Action item:
Please copy every line from the following entries in which the word "Nagar" appears.
..........
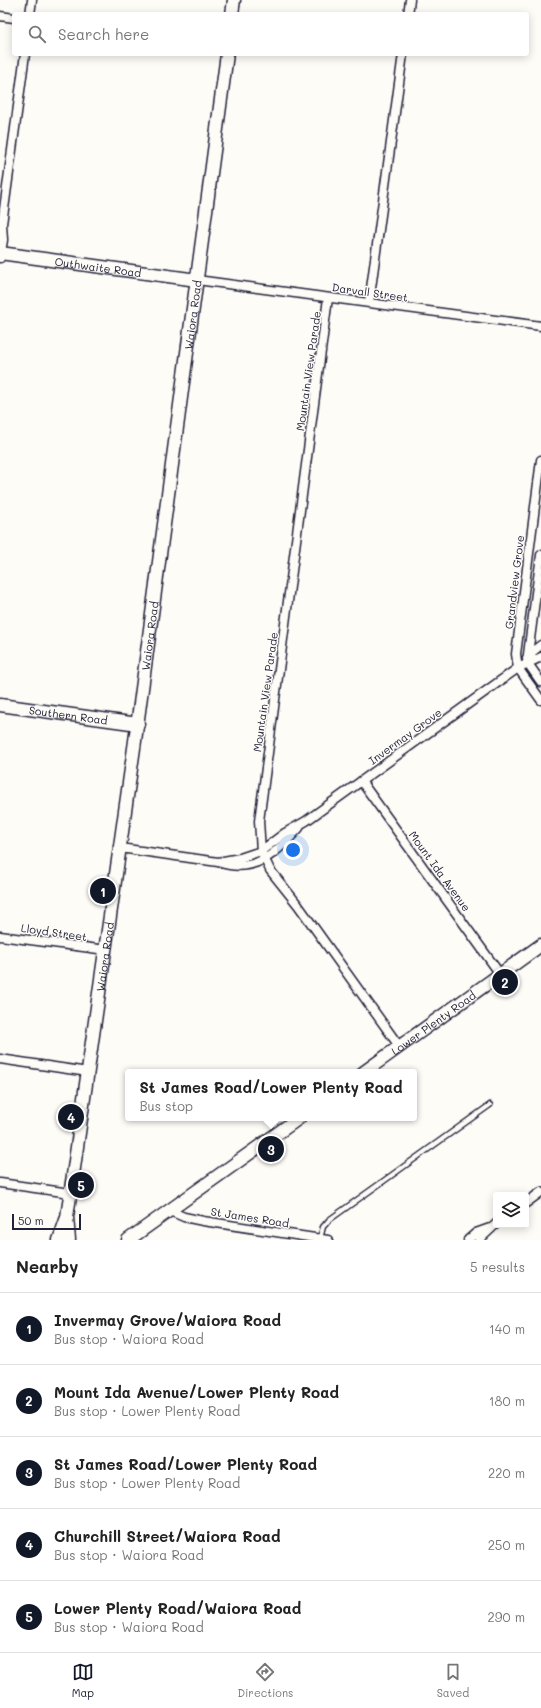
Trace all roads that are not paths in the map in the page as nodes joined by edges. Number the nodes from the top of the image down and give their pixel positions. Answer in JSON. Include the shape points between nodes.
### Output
{"nodes":[{"id":1,"x":32,"y":0,"type":"edge"},
{"id":2,"x":234,"y":0,"type":"edge"},
{"id":3,"x":410,"y":0,"type":"edge"},
{"id":4,"x":30,"y":12,"type":"edge"},
{"id":5,"x":232,"y":12,"type":"edge"},
{"id":6,"x":408,"y":12,"type":"edge"},
{"id":7,"x":0,"y":16,"type":"edge"},
{"id":8,"x":12,"y":18,"type":"edge"},
{"id":9,"x":25,"y":56,"type":"edge"},
{"id":10,"x":227,"y":56,"type":"edge"},
{"id":11,"x":403,"y":56,"type":"edge"},
{"id":12,"x":1,"y":227,"type":"edge"},
{"id":13,"x":0,"y":255,"type":"edge"},
{"id":14,"x":197,"y":280,"type":"junction"},
{"id":15,"x":328,"y":298,"type":"junction"},
{"id":16,"x":369,"y":303,"type":"junction"},
{"id":17,"x":541,"y":325,"type":"edge"},
{"id":18,"x":541,"y":460,"type":"edge"},
{"id":19,"x":541,"y":556,"type":"edge"},
{"id":20,"x":541,"y":645,"type":"edge"},
{"id":21,"x":541,"y":658,"type":"edge"},
{"id":22,"x":528,"y":660,"type":"junction"},
{"id":23,"x":518,"y":668,"type":"junction"},
{"id":24,"x":541,"y":682,"type":"edge"},
{"id":25,"x":541,"y":700,"type":"edge"},
{"id":26,"x":0,"y":705,"type":"edge"},
{"id":27,"x":138,"y":724,"type":"junction"},
{"id":28,"x":361,"y":781,"type":"junction"},
{"id":29,"x":306,"y":822,"type":"junction"},
{"id":30,"x":120,"y":848,"type":"junction"},
{"id":31,"x":261,"y":851,"type":"junction"},
{"id":32,"x":264,"y":859,"type":"junction"},
{"id":33,"x":218,"y":862,"type":"junction"},
{"id":34,"x":0,"y":936,"type":"edge"},
{"id":35,"x":541,"y":945,"type":"edge"},
{"id":36,"x":106,"y":950,"type":"junction"},
{"id":37,"x":500,"y":974,"type":"junction"},
{"id":38,"x":399,"y":1046,"type":"junction"},
{"id":39,"x":0,"y":1059,"type":"edge"},
{"id":40,"x":368,"y":1069,"type":"edge"},
{"id":41,"x":88,"y":1072,"type":"junction"},
{"id":42,"x":490,"y":1105,"type":"dead end"},
{"id":43,"x":295,"y":1121,"type":"edge"},
{"id":44,"x":0,"y":1183,"type":"edge"},
{"id":45,"x":541,"y":1192,"type":"edge"},
{"id":46,"x":70,"y":1193,"type":"junction"},
{"id":47,"x":529,"y":1201,"type":"edge"},
{"id":48,"x":170,"y":1211,"type":"junction"},
{"id":49,"x":67,"y":1217,"type":"junction"},
{"id":50,"x":493,"y":1226,"type":"edge"},
{"id":51,"x":291,"y":1237,"type":"edge"},
{"id":52,"x":324,"y":1239,"type":"edge"},
{"id":53,"x":59,"y":1240,"type":"edge"},
{"id":54,"x":69,"y":1240,"type":"edge"},
{"id":55,"x":130,"y":1240,"type":"edge"},
{"id":56,"x":468,"y":1240,"type":"edge"},
{"id":57,"x":478,"y":1240,"type":"edge"}],
"edges":[{"from":1,"to":4,"type":"street"},
{"from":2,"to":5,"type":"main road"},
{"from":3,"to":6,"type":"street"},
{"from":7,"to":8,"type":"street"},
{"from":9,"to":12,"type":"street"},
{"from":10,"to":14,"type":"main road","name":"Waiora Road"},
{"from":11,"to":16,"type":"street"},
{"from":12,"to":13,"type":"street"},
{"from":13,"to":14,"type":"main road","name":"Outhwaite Road"},
{"from":14,"to":15,"type":"street","name":"Darvall Street"},
{"from":14,"to":27,"type":"main road","name":"Waiora Road"},
{"from":15,"to":16,"type":"street","name":"Darvall Street"},
{"from":15,"to":31,"type":"street","name":"Mountain View Parade","via":[[259,821]]},
{"from":16,"to":17,"type":"street","name":"Darvall Street"},
{"from":18,"to":23,"type":"street","name":"Grandview Grove","via":[[518,629]]},
{"from":19,"to":22,"type":"street","name":"Grandview Grove"},
{"from":20,"to":22,"type":"street","name":"Invermay Grove"},
{"from":21,"to":22,"type":"street","name":"Invermay Grove"},
{"from":22,"to":23,"type":"street","name":"Invermay Grove"},
{"from":22,"to":24,"type":"street"},
{"from":23,"to":25,"type":"street"},
{"from":23,"to":28,"type":"street","name":"Invermay Grove"},
{"from":26,"to":27,"type":"main road","name":"Southern Road"},
{"from":27,"to":30,"type":"main road","name":"Waiora Road"},
{"from":28,"to":29,"type":"street","name":"Invermay Grove"},
{"from":28,"to":37,"type":"street","name":"Mount Ida Avenue"},
{"from":29,"to":31,"type":"street","name":"Invermay Grove","via":[[285,833]]},
{"from":29,"to":32,"type":"street","name":"Invermay Grove"},
{"from":30,"to":33,"type":"street","name":"Invermay Grove"},
{"from":30,"to":36,"type":"main road","name":"Waiora Road"},
{"from":31,"to":32,"type":"street","name":"Mountain View Parade"},
{"from":31,"to":33,"type":"street","name":"Invermay Grove"},
{"from":32,"to":33,"type":"street","name":"Invermay Grove","via":[[249,866],[230,866]]},
{"from":32,"to":38,"type":"street","name":"Mountain View Parade"},
{"from":34,"to":36,"type":"street","name":"Lloyd Street"},
{"from":35,"to":37,"type":"main road","name":"Lower Plenty Road"},
{"from":36,"to":41,"type":"main road","name":"Waiora Road"},
{"from":37,"to":38,"type":"main road","name":"Lower Plenty Road"},
{"from":38,"to":40,"type":"main road","name":"Lower Plenty Road"},
{"from":39,"to":41,"type":"street"},
{"from":41,"to":46,"type":"main road","name":"Waiora Road"},
{"from":42,"to":52,"type":"lane","via":[[329,1220],[322,1227]]},
{"from":43,"to":48,"type":"main road"},
{"from":44,"to":46,"type":"street"},
{"from":45,"to":47,"type":"street"},
{"from":46,"to":49,"type":"main road","name":"Waiora Road"},
{"from":48,"to":51,"type":"street","name":"St James Road","via":[[197,1220]]},
{"from":48,"to":55,"type":"main road"},
{"from":49,"to":53,"type":"main road","name":"Waiora Road"},
{"from":49,"to":54,"type":"main road","name":"Waiora Road"},
{"from":50,"to":56,"type":"street","via":[[476,1233]]},
{"from":50,"to":57,"type":"street"},
{"from":51,"to":52,"type":"street","name":"St James Road"}]}
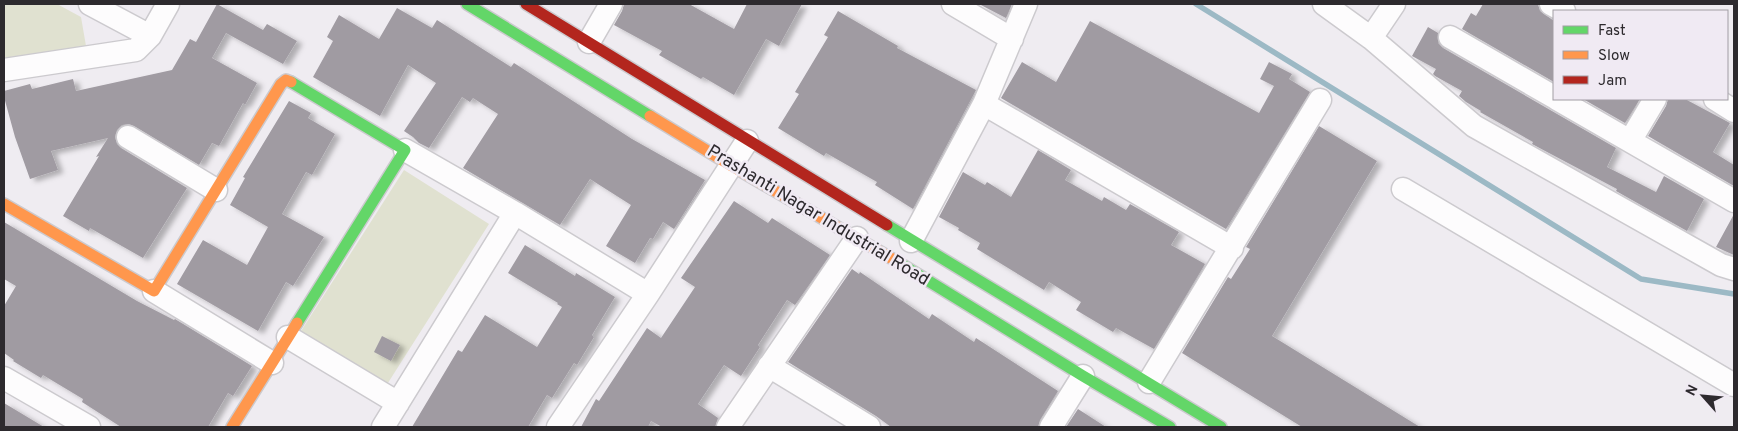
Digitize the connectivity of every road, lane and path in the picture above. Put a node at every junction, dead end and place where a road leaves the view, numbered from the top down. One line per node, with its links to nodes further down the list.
1 (90, 4): 12 (street)
2 (168, 4): 12 (street)
3 (467, 4): 29 (street, Prashanti Nagar Industrial Road)
4 (526, 4): 16 (street, Prashanti Nagar Industrial Road)
5 (612, 4): 16 (street)
6 (952, 4): 15 (street)
7 (1026, 4): 15 (street)
8 (1324, 4): 14 (street)
9 (1394, 4): 14 (street)
10 (1551, 4): 11 (street)
11 (1562, 10)
12 (150, 36): 17 (street)
13 (1450, 37): 18 (street)
14 (1370, 38): 38 (street)
15 (1012, 39): 23 (street)
16 (589, 42): 26 (street, Prashanti Nagar Industrial Road)
17 (4, 70)
18 (1553, 96)
19 (1320, 100): 37 (street)
20 (1559, 100): 27 (street)
21 (1654, 100): 27 (street)
22 (1717, 100): 24 (street)
23 (984, 104): 36 (street); 37 (street)
24 (1734, 111)
25 (128, 137): 31 (street)
26 (747, 141): 29 (street); 36 (street, Prashanti Nagar Industrial Road)
27 (1630, 141): 32 (street)
28 (405, 150): 31 (street); 34 (street); 41 (street)
29 (732, 166): 35 (street, Prashanti Nagar Industrial Road); 40 (street)
30 (1403, 189): 47 (street)
31 (216, 190): 39 (street)
32 (1734, 201)
33 (4, 204): 39 (street)
34 (515, 213): 40 (street); 48 (street)
35 (857, 238): 43 (street); 44 (street, Prashanti Nagar Industrial Road)
36 (910, 241): 46 (street, Prashanti Nagar Industrial Road)
37 (1232, 248): 46 (street)
38 (1734, 269)
39 (154, 292): 42 (street)
40 (648, 294): 53 (street)
41 (288, 337): 42 (street); 48 (street)
42 (272, 363): 51 (street)
43 (769, 366): 54 (street); 55 (street)
44 (1083, 376): 56 (street); 57 (street, Prashanti Nagar Industrial Road)
45 (4, 378): 49 (street)
46 (1149, 382): 58 (street, Prashanti Nagar Industrial Road)
47 (1734, 385)
48 (398, 403): 52 (street)
49 (64, 421): 50 (street)
50 (89, 427)
51 (232, 427)
52 (383, 427)
53 (558, 427)
54 (728, 427)
55 (869, 427)
56 (1051, 427)
57 (1170, 427)
58 (1221, 427)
..........
Expected output:
3 (467, 4): 29 (street, Prashanti Nagar Industrial Road)
4 (526, 4): 16 (street, Prashanti Nagar Industrial Road)
16 (589, 42): 26 (street, Prashanti Nagar Industrial Road)
26 (747, 141): 29 (street); 36 (street, Prashanti Nagar Industrial Road)
29 (732, 166): 35 (street, Prashanti Nagar Industrial Road); 40 (street)
35 (857, 238): 43 (street); 44 (street, Prashanti Nagar Industrial Road)
36 (910, 241): 46 (street, Prashanti Nagar Industrial Road)
44 (1083, 376): 56 (street); 57 (street, Prashanti Nagar Industrial Road)
46 (1149, 382): 58 (street, Prashanti Nagar Industrial Road)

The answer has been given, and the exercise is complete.